骨と肺に転移が見つかる前、普通の生活をしていても、とにかく疲れやすくておかしいと思い、検査に行った (テキストのみ)

 ちょうど、おととしに(1年4ヶ月前に)骨転移がわかったんですね。それは、痛いし、何しろね、すごくね、疲れるようになったんですよ。今までと同じ生活をしているとやたらに疲れるので、これは絶対おかしいから、検査してというふうに主治医のところに行って、骨シンチをしたら、全身にもう転移、骨転移をしていたので、で、あんまり、その一部分痛いところがあるので、じゃあ、放射線を当てて痛みを取るかなというようなことになって、初めて、放射線をやりますかというような話になってCTを撮ったんですけど。そしたら、あろうことか、反対側の肺に転移が見つかってしまって、先生も青天の霹靂みたいな感じだったみたいですが、あちゃっという感じの顔をしてましたから。で、そのときに、肺に転移が1個と、それから胸膜炎も起こしていることが分かったし、胸水も貯まってることが分かったんですね。

乳がんの語り

無治療を選択するとき、友人に相談したが、命にかかわる決定であり、大きな試練だった (テキストのみ)

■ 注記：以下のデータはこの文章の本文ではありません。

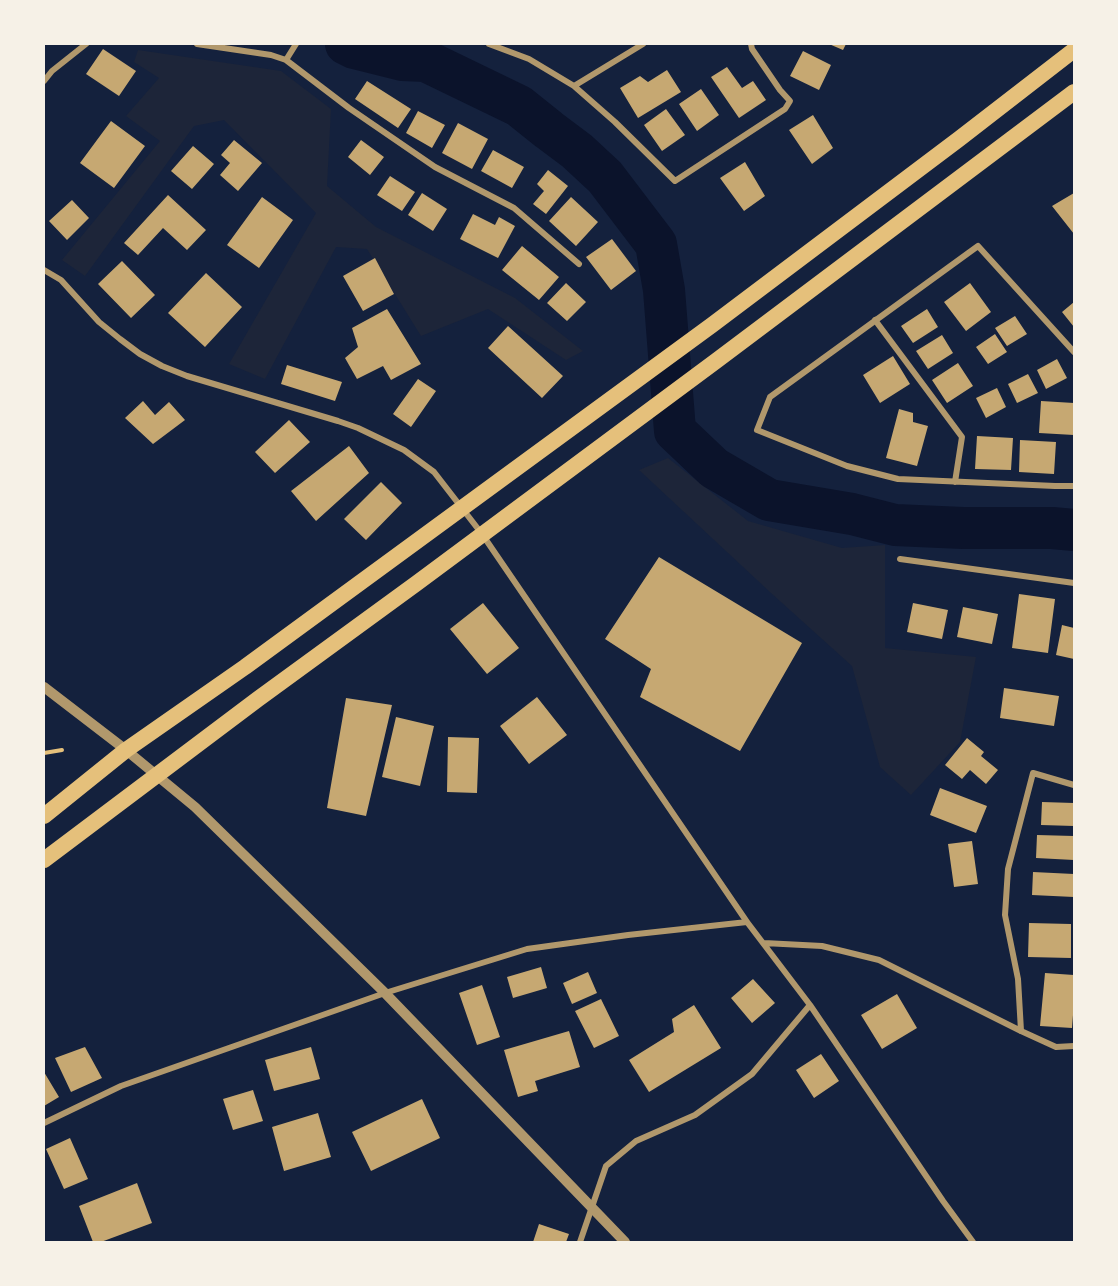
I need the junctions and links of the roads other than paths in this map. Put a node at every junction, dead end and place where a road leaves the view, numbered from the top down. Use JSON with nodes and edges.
{"nodes":[{"id":1,"x":86,"y":44,"type":"edge"},
{"id":2,"x":197,"y":44,"type":"edge"},
{"id":3,"x":296,"y":44,"type":"edge"},
{"id":4,"x":489,"y":44,"type":"edge"},
{"id":5,"x":643,"y":44,"type":"edge"},
{"id":6,"x":751,"y":44,"type":"edge"},
{"id":7,"x":1074,"y":50,"type":"edge"},
{"id":8,"x":286,"y":60,"type":"junction"},
{"id":9,"x":44,"y":81,"type":"edge"},
{"id":10,"x":574,"y":86,"type":"junction"},
{"id":11,"x":1074,"y":92,"type":"edge"},
{"id":12,"x":579,"y":264,"type":"dead end"},
{"id":13,"x":44,"y":270,"type":"edge"},
{"id":14,"x":875,"y":320,"type":"junction"},
{"id":15,"x":1074,"y":352,"type":"edge"},
{"id":16,"x":955,"y":482,"type":"junction"},
{"id":17,"x":1074,"y":486,"type":"edge"},
{"id":18,"x":463,"y":508,"type":"junction"},
{"id":19,"x":482,"y":534,"type":"junction"},
{"id":20,"x":900,"y":559,"type":"dead end"},
{"id":21,"x":1074,"y":583,"type":"edge"},
{"id":22,"x":44,"y":687,"type":"edge"},
{"id":23,"x":126,"y":750,"type":"junction"},
{"id":24,"x":157,"y":775,"type":"junction"},
{"id":25,"x":1074,"y":785,"type":"edge"},
{"id":26,"x":44,"y":816,"type":"edge"},
{"id":27,"x":44,"y":860,"type":"edge"},
{"id":28,"x":747,"y":922,"type":"junction"},
{"id":29,"x":764,"y":943,"type":"junction"},
{"id":30,"x":385,"y":993,"type":"junction"},
{"id":31,"x":810,"y":1005,"type":"junction"},
{"id":32,"x":1021,"y":1031,"type":"junction"},
{"id":33,"x":1074,"y":1046,"type":"edge"},
{"id":34,"x":44,"y":1123,"type":"edge"},
{"id":35,"x":592,"y":1208,"type":"junction"},
{"id":36,"x":580,"y":1242,"type":"edge"},
{"id":37,"x":625,"y":1242,"type":"edge"},
{"id":38,"x":973,"y":1242,"type":"edge"}],
"edges":[{"from":1,"to":9,"type":"street"},
{"from":2,"to":8,"type":"street"},
{"from":3,"to":8,"type":"street"},
{"from":4,"to":10,"type":"street"},
{"from":5,"to":10,"type":"street"},
{"from":6,"to":10,"type":"street"},
{"from":7,"to":18,"type":"highway"},
{"from":8,"to":12,"type":"street"},
{"from":11,"to":19,"type":"highway"},
{"from":13,"to":18,"type":"street"},
{"from":14,"to":15,"type":"street"},
{"from":14,"to":16,"type":"street"},
{"from":14,"to":16,"type":"street"},
{"from":16,"to":17,"type":"street"},
{"from":18,"to":19,"type":"street"},
{"from":18,"to":23,"type":"highway"},
{"from":19,"to":24,"type":"highway"},
{"from":19,"to":28,"type":"street"},
{"from":20,"to":21,"type":"street"},
{"from":22,"to":23,"type":"street"},
{"from":23,"to":24,"type":"street"},
{"from":23,"to":26,"type":"highway"},
{"from":24,"to":27,"type":"highway"},
{"from":24,"to":30,"type":"street"},
{"from":25,"to":32,"type":"street"},
{"from":28,"to":29,"type":"street"},
{"from":28,"to":30,"type":"street"},
{"from":29,"to":31,"type":"street"},
{"from":29,"to":32,"type":"street"},
{"from":30,"to":34,"type":"street"},
{"from":30,"to":35,"type":"street"},
{"from":31,"to":35,"type":"street"},
{"from":31,"to":38,"type":"street"},
{"from":32,"to":33,"type":"street"},
{"from":35,"to":36,"type":"street"},
{"from":35,"to":37,"type":"street"}]}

私は、そのときに(無治療を選択するにあたって)自分一人で決めるということができないなというふうに思って、私の年齢は、今、50歳なんですけれど、ですから、両親は、それなりに高齢なわけで、それぞれ年相応に病気も持っているので、両親に話すのはあまりにもかわいそう、というか、両親のほうが先に死ぬかもしれないから、そしたら言わずに済むという気持ちもあって、両親には相談すまいと思っていて。で、その当時、妹ともそれほど、深い話をする間柄ではなかったので。
そうなるとやっぱり友達が頼りで、そのとき、私がとても信頼している友達が3人くらいいたので、結局、治療法を決めるに当たっては、その友人たちの意見が、かなり大きく影響したと思うんですけれど、私は、今まで何でも自分のやることは自分一人で決めてきたんですけど、今回ばかりは自分で決められないって思うぐらい、実はやっぱり大きな出来事だったんですね。自分にとっては。
というのは、がんというのは、死ぬ病気だというふうに、思っていたので、とても大きな命にかかわる、初めての試練みたいに思いましたね。